YJ: Yeah not even the Chris Hansen memes survived

AK: Have you seen the Finnish version of it?

YJ: The what?

AK: Finland mutated Pedo-Bear into something completely random, but it’s still a bear or something

YJ: What for?

AK: I think they wanted to gatekeep and make fun of new people on their image board sites, I think he’s called Spurdo

YJ: Does it work? I’m not sure really how to describe it, like what sort of posts do you even attach the image to? How does gatekeeping with a character even work?

AK: It’s like stylized broken english but you replace the hard-sounding consonants with lots of G’s and D’s. So the most common example would be “f*ck being” turned into the more soft sounding “fug”.

Take any phrase, long quote, or even a song and start making edits for it. It’s like an overly specific cultural mutation of mad libs. You can basically apply it to anything you want.

Background:

The informant, AK, is longtime friend of mine who I bonded with over videogames and other entertainment mediums. He is well versed in image board culture after having spent over a decade on multiple forums when the internet was starting to burgeon out into a more curated environment. Spurdo to AK is one of his favorites for being absolutely nonsensical and how it can universally applied to franchises and jokes he already enjoys.

Context:

When memes were on the table for the project, I pondered with my friend over which were the ones that were most relevant to our own experiences and these were the results of our brainstorming.

My Thoughts:

https://i.imgur.com/OeB9OTx.jpg
An example of Practical Jokes and liminal experiences showcased in Example 4 where those in the In-Group get to mess around with the new recruits who have yet to go through the same bonding experience.

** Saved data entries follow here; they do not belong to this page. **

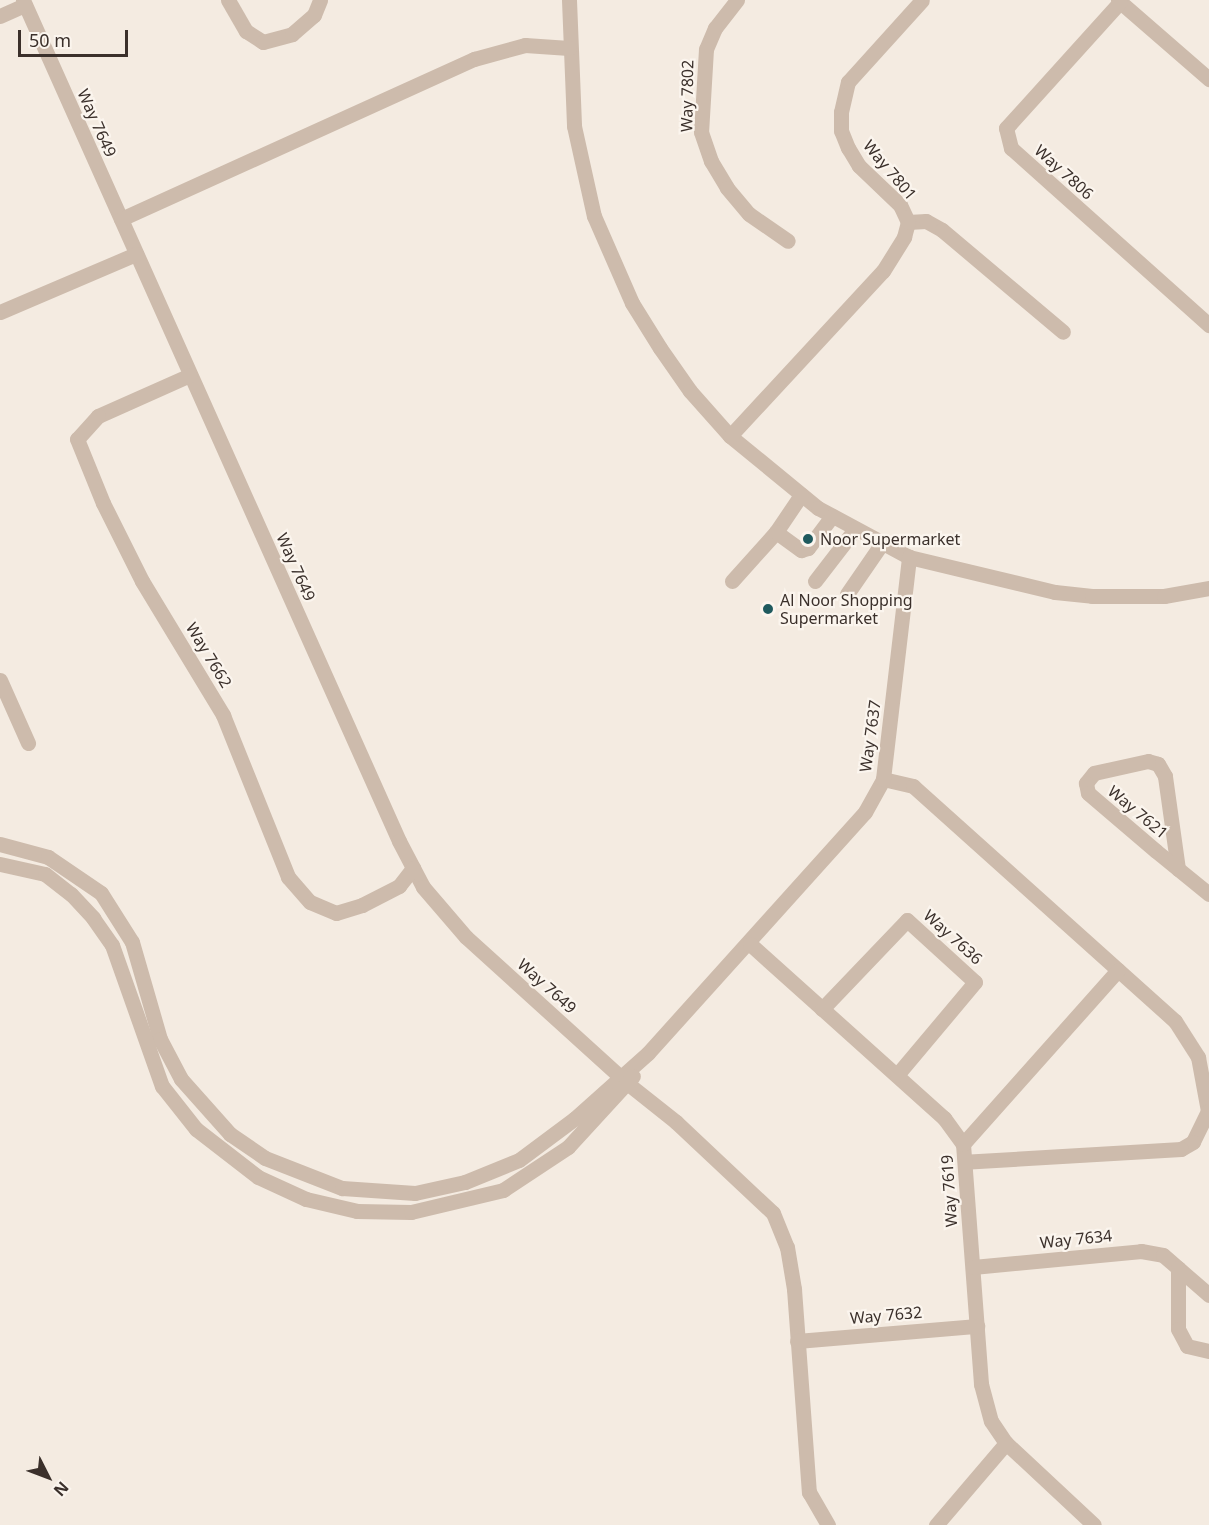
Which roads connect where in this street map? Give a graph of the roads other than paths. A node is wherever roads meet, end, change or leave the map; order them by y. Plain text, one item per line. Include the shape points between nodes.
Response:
1 (228, 0) edge
2 (320, 0) edge
3 (569, 0) edge
4 (737, 0) edge
5 (922, 0) edge
6 (1119, 1) edge
7 (24, 3) edge
8 (0, 16) edge
9 (569, 48) junction
10 (1209, 79) edge
11 (121, 219) junction
12 (908, 222) junction
13 (788, 241) dead end
14 (136, 254) junction
15 (0, 312) edge
16 (1209, 325) edge
17 (1063, 332) dead end
18 (190, 375) junction
19 (730, 436) junction
20 (801, 495) junction
21 (832, 516) junction
22 (855, 529) junction
23 (776, 532) junction
24 (882, 543) junction
25 (909, 557) junction
26 (732, 581) dead end
27 (815, 581) dead end
28 (1209, 588) edge
29 (847, 594) dead end
30 (0, 680) edge
31 (28, 743) dead end
32 (883, 779) junction
33 (0, 844) edge
34 (0, 864) edge
35 (413, 868) junction
36 (1178, 869) junction
37 (1209, 894) edge
38 (750, 944) junction
39 (1118, 970) junction
40 (822, 1009) junction
41 (897, 1076) junction
42 (623, 1079) junction
43 (963, 1144) junction
44 (965, 1162) junction
45 (973, 1267) junction
46 (1178, 1268) junction
47 (1209, 1295) edge
48 (977, 1326) junction
49 (798, 1341) junction
50 (1209, 1352) edge
51 (1006, 1443) junction
52 (828, 1525) edge
53 (936, 1525) edge
54 (1095, 1525) edge

1 - 2 street via 246,31 262,42 292,34 314,15
3 - 9 street
4 - 13 street, Way 7802 via 715,28 706,49 702,132 711,161 727,188 749,214
5 - 12 street, Way 7801 via 848,82 841,112 840,131 848,148 859,166 900,205
6 - 10 street
6 - 16 street, Way 7806 via 1006,128 1011,148
7 - 8 street
7 - 11 street, Way 7649
9 - 11 street via 525,45 474,59
9 - 19 street via 574,126 582,174 612,262 660,348 690,391
11 - 14 street, Way 7649
12 - 17 street via 926,221 942,230
12 - 19 street, Way 7801 via 904,237 883,271
14 - 15 street
14 - 18 street, Way 7649
18 - 35 street, Way 7649
18 - 35 street, Way 7662 via 98,416 78,439 103,504 142,580 223,715 288,877 310,902 336,913 399,886
19 - 20 street
20 - 21 street
20 - 23 street
21 - 22 street
21 - 23 street via 808,548 801,550
22 - 24 street
22 - 27 street
23 - 26 street
24 - 25 street
24 - 29 street
25 - 28 street via 1056,592 1092,596 1164,596
25 - 32 street, Way 7637
30 - 31 street
32 - 38 street, Way 7637 via 865,812
32 - 39 street via 914,786
33 - 42 street via 48,857 101,893 132,942 160,1038 181,1078 230,1134 265,1158 297,1173 342,1188 371,1191 415,1192 465,1182 519,1160
34 - 42 street via 45,874 93,918 112,945 162,1086 196,1129 258,1178 306,1199 357,1211 411,1212 503,1190 568,1147
35 - 42 street, Way 7649 via 449,921
36 - 36 street, Way 7621 via 1088,793 1086,783 1094,773 1148,761 1158,764 1165,776
36 - 37 street, Way 7621
38 - 40 street, Way 7619
38 - 42 street
39 - 43 street
39 - 44 street via 1175,1021 1198,1057 1208,1111 1193,1142 1181,1149
40 - 41 street, Way 7619
40 - 41 street, Way 7636 via 907,920 975,982
41 - 43 street, Way 7619 via 944,1118
42 - 49 street, Way 7649 via 692,1136 773,1213 787,1247
43 - 44 street, Way 7619
44 - 45 street, Way 7619
45 - 46 street, Way 7634 via 1141,1251 1163,1255
45 - 48 street, Way 7619
46 - 47 street, Way 7634
46 - 50 street via 1178,1329 1188,1346
48 - 49 street, Way 7632
48 - 51 street, Way 7619 via 981,1384 991,1421
49 - 52 street, Way 7649 via 809,1492
51 - 53 street
51 - 54 street, Way 7619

The Spurdo meme is one of the more esoteric and absurdist memes to come out of early image board culture and it provides a digital version of the historic-geographic method of studying how folklore travels and Spurdo has mutated no less than three times in its lifespan across different internet environments. The original Finnish mutation of pedo-bear used by the Finnish has since been carried over to the western “American” context and been turned into either a commercial retail worker, a stereotypical fat American addicted to fast food, or a highly conservative-nationalistic spokesperson for gun violence. The Finnish context remains as it is but has become adopted by the people who served in the military over their shared experiences. Somewhere in between, Spurdo further mutates from absurdity into the abstract, losing its legs and becoming what is known as a “Gondola”. Instead of speaking the way it usually does, it doesn’t speak at all and only observes its surroundings peacefully, and this descriptor has made it photoshopped in many pieces of classic artwork in the background simply observing its surroundings.

Where’s Gondola?

Ukrainian WW2 Joke

Nationality: Canadian
Age: 70
Occupation: CEO
Residence: Los Angeles
Performance Date: 05/2/2021
Primary Language: English

Informant’s Background:

The informant, in this case, is my father, F, who was a first generation immigrant born to an Ukrainian/Scottish family in Canada in 1950. His family was poor and working class, and he lived in Canada for many years before attending schools in England, and eventually moving back to Canada before moving with my mother to Los Angeles, in the United States, so she could take a job as a university professor. My brother and I were born a few years after.

Context:

My father told me this joke at dinner once. He asked me if I wanted to hear a Ukrainian joke and I said sure.

Performance:

F: “You are a Ukrainian soldier in the trenches, the Germans coming from one side, the Russians from the other. Who do you shoot first?
Answer:  The German.  Business before pleasure.”

Thoughts:

I think this is probably considered an offensive joke. It has a certain historical context, I suppose, but my father never provided any of his own thoughts on the joke, so all I can really do is to provide the joke in it’s original form. I do not think my father learned this joke from his father, I think he probably picked it up somewhere later in life. I tried to search online for traces of this joke, and I was able to find it but with the Ukrainian soldier replaced with a Polish one, so I guess it is re-told in that way and adopted by different cultures with a similar wartime history.